::: RECORDS FOR THIS TASK :::

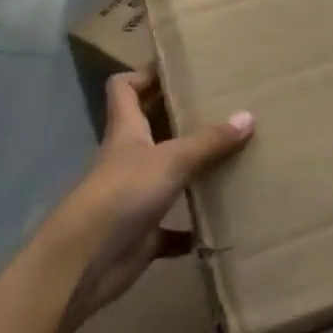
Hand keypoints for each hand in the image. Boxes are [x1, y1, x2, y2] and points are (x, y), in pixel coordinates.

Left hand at [45, 68, 252, 324]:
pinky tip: (220, 222)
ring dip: (191, 169)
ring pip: (165, 174)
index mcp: (127, 130)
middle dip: (179, 115)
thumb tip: (248, 116)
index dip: (145, 74)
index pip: (125, 88)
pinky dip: (192, 226)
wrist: (84, 263)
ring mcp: (134, 196)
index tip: (178, 68)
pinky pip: (172, 227)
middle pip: (150, 126)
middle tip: (219, 104)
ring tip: (230, 155)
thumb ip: (209, 142)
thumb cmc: (123, 193)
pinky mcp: (142, 233)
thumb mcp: (171, 160)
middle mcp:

:::

WORK REQUIRED » If a line in the material contains "pinky", show it.

TASK OUTPUT »
pinky tip: (220, 222)
pinky dip: (192, 226)
pinky pip: (172, 227)
pinky mcp: (142, 233)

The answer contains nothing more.